═════ SUPPLIED MATERIAL ═════
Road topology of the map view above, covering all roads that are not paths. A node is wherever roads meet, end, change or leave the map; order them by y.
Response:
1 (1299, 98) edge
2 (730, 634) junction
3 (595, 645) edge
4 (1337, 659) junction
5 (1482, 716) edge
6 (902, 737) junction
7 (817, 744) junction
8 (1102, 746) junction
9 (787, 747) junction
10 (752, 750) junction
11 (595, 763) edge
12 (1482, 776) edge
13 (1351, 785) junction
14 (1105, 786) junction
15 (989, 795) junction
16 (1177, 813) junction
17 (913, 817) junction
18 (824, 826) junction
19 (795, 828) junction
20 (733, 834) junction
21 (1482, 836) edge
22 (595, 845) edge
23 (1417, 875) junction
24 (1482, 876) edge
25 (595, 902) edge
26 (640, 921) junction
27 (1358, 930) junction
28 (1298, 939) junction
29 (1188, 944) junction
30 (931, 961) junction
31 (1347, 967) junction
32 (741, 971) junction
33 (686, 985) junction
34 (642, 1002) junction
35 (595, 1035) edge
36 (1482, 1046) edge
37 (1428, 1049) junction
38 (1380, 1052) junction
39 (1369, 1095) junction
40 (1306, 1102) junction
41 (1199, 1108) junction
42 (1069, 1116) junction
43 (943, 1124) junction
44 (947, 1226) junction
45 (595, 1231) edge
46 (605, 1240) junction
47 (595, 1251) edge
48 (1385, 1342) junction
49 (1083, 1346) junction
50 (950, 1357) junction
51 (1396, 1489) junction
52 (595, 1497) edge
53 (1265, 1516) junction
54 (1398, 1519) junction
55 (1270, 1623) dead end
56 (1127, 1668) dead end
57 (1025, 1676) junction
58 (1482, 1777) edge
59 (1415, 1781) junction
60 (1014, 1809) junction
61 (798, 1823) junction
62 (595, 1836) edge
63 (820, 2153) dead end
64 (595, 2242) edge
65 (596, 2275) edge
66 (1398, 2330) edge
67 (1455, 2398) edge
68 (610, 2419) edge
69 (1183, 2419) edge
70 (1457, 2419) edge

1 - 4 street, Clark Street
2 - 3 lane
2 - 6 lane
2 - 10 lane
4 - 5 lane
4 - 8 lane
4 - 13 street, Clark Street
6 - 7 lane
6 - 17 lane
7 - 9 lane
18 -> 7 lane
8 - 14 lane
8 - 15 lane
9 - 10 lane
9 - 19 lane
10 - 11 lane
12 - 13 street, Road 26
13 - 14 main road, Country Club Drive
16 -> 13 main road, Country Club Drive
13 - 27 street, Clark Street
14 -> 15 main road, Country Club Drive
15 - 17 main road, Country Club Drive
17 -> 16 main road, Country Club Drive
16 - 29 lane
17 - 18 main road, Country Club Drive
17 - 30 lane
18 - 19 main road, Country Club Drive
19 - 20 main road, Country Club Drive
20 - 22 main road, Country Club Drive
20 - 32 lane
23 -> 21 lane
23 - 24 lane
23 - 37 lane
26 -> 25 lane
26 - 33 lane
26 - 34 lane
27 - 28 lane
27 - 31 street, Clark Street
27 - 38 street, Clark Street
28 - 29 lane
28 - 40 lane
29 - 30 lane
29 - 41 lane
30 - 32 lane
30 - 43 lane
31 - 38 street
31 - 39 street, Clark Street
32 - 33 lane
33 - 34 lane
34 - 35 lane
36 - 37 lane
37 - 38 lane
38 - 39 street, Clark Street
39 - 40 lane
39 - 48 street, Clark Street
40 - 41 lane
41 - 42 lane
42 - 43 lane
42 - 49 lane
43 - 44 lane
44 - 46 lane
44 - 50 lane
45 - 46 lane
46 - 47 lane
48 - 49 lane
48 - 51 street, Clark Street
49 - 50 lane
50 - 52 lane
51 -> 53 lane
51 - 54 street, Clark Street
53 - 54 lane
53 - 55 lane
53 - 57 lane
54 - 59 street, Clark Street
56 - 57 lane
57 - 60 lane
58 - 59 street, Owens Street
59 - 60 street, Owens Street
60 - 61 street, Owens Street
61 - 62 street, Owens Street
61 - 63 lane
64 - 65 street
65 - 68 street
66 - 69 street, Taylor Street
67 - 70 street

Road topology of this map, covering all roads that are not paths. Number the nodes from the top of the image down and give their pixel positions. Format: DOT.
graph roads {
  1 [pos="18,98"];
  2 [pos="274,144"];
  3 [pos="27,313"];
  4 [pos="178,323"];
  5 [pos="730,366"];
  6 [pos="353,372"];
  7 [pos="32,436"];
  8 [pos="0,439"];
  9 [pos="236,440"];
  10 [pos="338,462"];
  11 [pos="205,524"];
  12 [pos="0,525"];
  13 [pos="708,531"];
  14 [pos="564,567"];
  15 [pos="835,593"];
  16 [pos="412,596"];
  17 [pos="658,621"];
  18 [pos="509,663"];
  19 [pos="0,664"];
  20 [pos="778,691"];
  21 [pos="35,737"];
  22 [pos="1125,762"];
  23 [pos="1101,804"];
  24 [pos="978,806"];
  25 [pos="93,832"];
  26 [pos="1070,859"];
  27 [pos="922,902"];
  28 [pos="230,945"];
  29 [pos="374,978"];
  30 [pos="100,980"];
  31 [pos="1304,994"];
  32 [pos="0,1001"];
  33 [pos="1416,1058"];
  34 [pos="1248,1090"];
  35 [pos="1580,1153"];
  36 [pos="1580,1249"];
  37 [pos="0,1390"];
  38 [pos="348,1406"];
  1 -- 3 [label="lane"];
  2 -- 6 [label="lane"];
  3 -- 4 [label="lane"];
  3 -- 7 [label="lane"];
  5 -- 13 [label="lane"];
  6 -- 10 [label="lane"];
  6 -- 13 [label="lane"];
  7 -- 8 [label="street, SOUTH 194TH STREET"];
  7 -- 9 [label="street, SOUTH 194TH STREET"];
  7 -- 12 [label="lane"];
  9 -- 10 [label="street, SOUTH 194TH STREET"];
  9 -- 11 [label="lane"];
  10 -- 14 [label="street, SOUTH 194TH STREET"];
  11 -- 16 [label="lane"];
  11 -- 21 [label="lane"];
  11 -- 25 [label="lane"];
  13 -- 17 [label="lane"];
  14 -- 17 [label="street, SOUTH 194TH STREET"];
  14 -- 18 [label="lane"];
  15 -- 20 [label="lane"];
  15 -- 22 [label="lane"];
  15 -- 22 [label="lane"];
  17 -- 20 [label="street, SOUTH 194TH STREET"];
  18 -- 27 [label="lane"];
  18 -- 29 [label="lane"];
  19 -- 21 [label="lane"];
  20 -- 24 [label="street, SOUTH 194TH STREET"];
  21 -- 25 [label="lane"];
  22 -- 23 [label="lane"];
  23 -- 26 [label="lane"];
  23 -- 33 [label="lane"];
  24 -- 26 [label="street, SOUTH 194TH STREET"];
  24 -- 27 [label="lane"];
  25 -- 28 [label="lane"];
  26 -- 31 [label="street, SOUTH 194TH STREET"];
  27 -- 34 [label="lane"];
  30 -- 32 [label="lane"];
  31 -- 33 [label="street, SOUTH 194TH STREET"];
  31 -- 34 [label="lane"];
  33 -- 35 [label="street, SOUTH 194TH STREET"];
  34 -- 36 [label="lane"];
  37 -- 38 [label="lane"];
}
═════
■ **ACTION ITEM**: Extract every record. Keep wording exact.

■ **RESPONSE TO THE EXERCISE**:
Road topology of the map view above, covering all roads that are not paths. A node is wherever roads meet, end, change or leave the map; order them by y.
Response:
1 (1299, 98) edge
2 (730, 634) junction
3 (595, 645) edge
4 (1337, 659) junction
5 (1482, 716) edge
6 (902, 737) junction
7 (817, 744) junction
8 (1102, 746) junction
9 (787, 747) junction
10 (752, 750) junction
11 (595, 763) edge
12 (1482, 776) edge
13 (1351, 785) junction
14 (1105, 786) junction
15 (989, 795) junction
16 (1177, 813) junction
17 (913, 817) junction
18 (824, 826) junction
19 (795, 828) junction
20 (733, 834) junction
21 (1482, 836) edge
22 (595, 845) edge
23 (1417, 875) junction
24 (1482, 876) edge
25 (595, 902) edge
26 (640, 921) junction
27 (1358, 930) junction
28 (1298, 939) junction
29 (1188, 944) junction
30 (931, 961) junction
31 (1347, 967) junction
32 (741, 971) junction
33 (686, 985) junction
34 (642, 1002) junction
35 (595, 1035) edge
36 (1482, 1046) edge
37 (1428, 1049) junction
38 (1380, 1052) junction
39 (1369, 1095) junction
40 (1306, 1102) junction
41 (1199, 1108) junction
42 (1069, 1116) junction
43 (943, 1124) junction
44 (947, 1226) junction
45 (595, 1231) edge
46 (605, 1240) junction
47 (595, 1251) edge
48 (1385, 1342) junction
49 (1083, 1346) junction
50 (950, 1357) junction
51 (1396, 1489) junction
52 (595, 1497) edge
53 (1265, 1516) junction
54 (1398, 1519) junction
55 (1270, 1623) dead end
56 (1127, 1668) dead end
57 (1025, 1676) junction
58 (1482, 1777) edge
59 (1415, 1781) junction
60 (1014, 1809) junction
61 (798, 1823) junction
62 (595, 1836) edge
63 (820, 2153) dead end
64 (595, 2242) edge
65 (596, 2275) edge
66 (1398, 2330) edge
67 (1455, 2398) edge
68 (610, 2419) edge
69 (1183, 2419) edge
70 (1457, 2419) edge

1 - 4 street, Clark Street
2 - 3 lane
2 - 6 lane
2 - 10 lane
4 - 5 lane
4 - 8 lane
4 - 13 street, Clark Street
6 - 7 lane
6 - 17 lane
7 - 9 lane
18 -> 7 lane
8 - 14 lane
8 - 15 lane
9 - 10 lane
9 - 19 lane
10 - 11 lane
12 - 13 street, Road 26
13 - 14 main road, Country Club Drive
16 -> 13 main road, Country Club Drive
13 - 27 street, Clark Street
14 -> 15 main road, Country Club Drive
15 - 17 main road, Country Club Drive
17 -> 16 main road, Country Club Drive
16 - 29 lane
17 - 18 main road, Country Club Drive
17 - 30 lane
18 - 19 main road, Country Club Drive
19 - 20 main road, Country Club Drive
20 - 22 main road, Country Club Drive
20 - 32 lane
23 -> 21 lane
23 - 24 lane
23 - 37 lane
26 -> 25 lane
26 - 33 lane
26 - 34 lane
27 - 28 lane
27 - 31 street, Clark Street
27 - 38 street, Clark Street
28 - 29 lane
28 - 40 lane
29 - 30 lane
29 - 41 lane
30 - 32 lane
30 - 43 lane
31 - 38 street
31 - 39 street, Clark Street
32 - 33 lane
33 - 34 lane
34 - 35 lane
36 - 37 lane
37 - 38 lane
38 - 39 street, Clark Street
39 - 40 lane
39 - 48 street, Clark Street
40 - 41 lane
41 - 42 lane
42 - 43 lane
42 - 49 lane
43 - 44 lane
44 - 46 lane
44 - 50 lane
45 - 46 lane
46 - 47 lane
48 - 49 lane
48 - 51 street, Clark Street
49 - 50 lane
50 - 52 lane
51 -> 53 lane
51 - 54 street, Clark Street
53 - 54 lane
53 - 55 lane
53 - 57 lane
54 - 59 street, Clark Street
56 - 57 lane
57 - 60 lane
58 - 59 street, Owens Street
59 - 60 street, Owens Street
60 - 61 street, Owens Street
61 - 62 street, Owens Street
61 - 63 lane
64 - 65 street
65 - 68 street
66 - 69 street, Taylor Street
67 - 70 street

Road topology of this map, covering all roads that are not paths. Number the nodes from the top of the image down and give their pixel positions. Format: DOT.
graph roads {
  1 [pos="18,98"];
  2 [pos="274,144"];
  3 [pos="27,313"];
  4 [pos="178,323"];
  5 [pos="730,366"];
  6 [pos="353,372"];
  7 [pos="32,436"];
  8 [pos="0,439"];
  9 [pos="236,440"];
  10 [pos="338,462"];
  11 [pos="205,524"];
  12 [pos="0,525"];
  13 [pos="708,531"];
  14 [pos="564,567"];
  15 [pos="835,593"];
  16 [pos="412,596"];
  17 [pos="658,621"];
  18 [pos="509,663"];
  19 [pos="0,664"];
  20 [pos="778,691"];
  21 [pos="35,737"];
  22 [pos="1125,762"];
  23 [pos="1101,804"];
  24 [pos="978,806"];
  25 [pos="93,832"];
  26 [pos="1070,859"];
  27 [pos="922,902"];
  28 [pos="230,945"];
  29 [pos="374,978"];
  30 [pos="100,980"];
  31 [pos="1304,994"];
  32 [pos="0,1001"];
  33 [pos="1416,1058"];
  34 [pos="1248,1090"];
  35 [pos="1580,1153"];
  36 [pos="1580,1249"];
  37 [pos="0,1390"];
  38 [pos="348,1406"];
  1 -- 3 [label="lane"];
  2 -- 6 [label="lane"];
  3 -- 4 [label="lane"];
  3 -- 7 [label="lane"];
  5 -- 13 [label="lane"];
  6 -- 10 [label="lane"];
  6 -- 13 [label="lane"];
  7 -- 8 [label="street, SOUTH 194TH STREET"];
  7 -- 9 [label="street, SOUTH 194TH STREET"];
  7 -- 12 [label="lane"];
  9 -- 10 [label="street, SOUTH 194TH STREET"];
  9 -- 11 [label="lane"];
  10 -- 14 [label="street, SOUTH 194TH STREET"];
  11 -- 16 [label="lane"];
  11 -- 21 [label="lane"];
  11 -- 25 [label="lane"];
  13 -- 17 [label="lane"];
  14 -- 17 [label="street, SOUTH 194TH STREET"];
  14 -- 18 [label="lane"];
  15 -- 20 [label="lane"];
  15 -- 22 [label="lane"];
  15 -- 22 [label="lane"];
  17 -- 20 [label="street, SOUTH 194TH STREET"];
  18 -- 27 [label="lane"];
  18 -- 29 [label="lane"];
  19 -- 21 [label="lane"];
  20 -- 24 [label="street, SOUTH 194TH STREET"];
  21 -- 25 [label="lane"];
  22 -- 23 [label="lane"];
  23 -- 26 [label="lane"];
  23 -- 33 [label="lane"];
  24 -- 26 [label="street, SOUTH 194TH STREET"];
  24 -- 27 [label="lane"];
  25 -- 28 [label="lane"];
  26 -- 31 [label="street, SOUTH 194TH STREET"];
  27 -- 34 [label="lane"];
  30 -- 32 [label="lane"];
  31 -- 33 [label="street, SOUTH 194TH STREET"];
  31 -- 34 [label="lane"];
  33 -- 35 [label="street, SOUTH 194TH STREET"];
  34 -- 36 [label="lane"];
  37 -- 38 [label="lane"];
}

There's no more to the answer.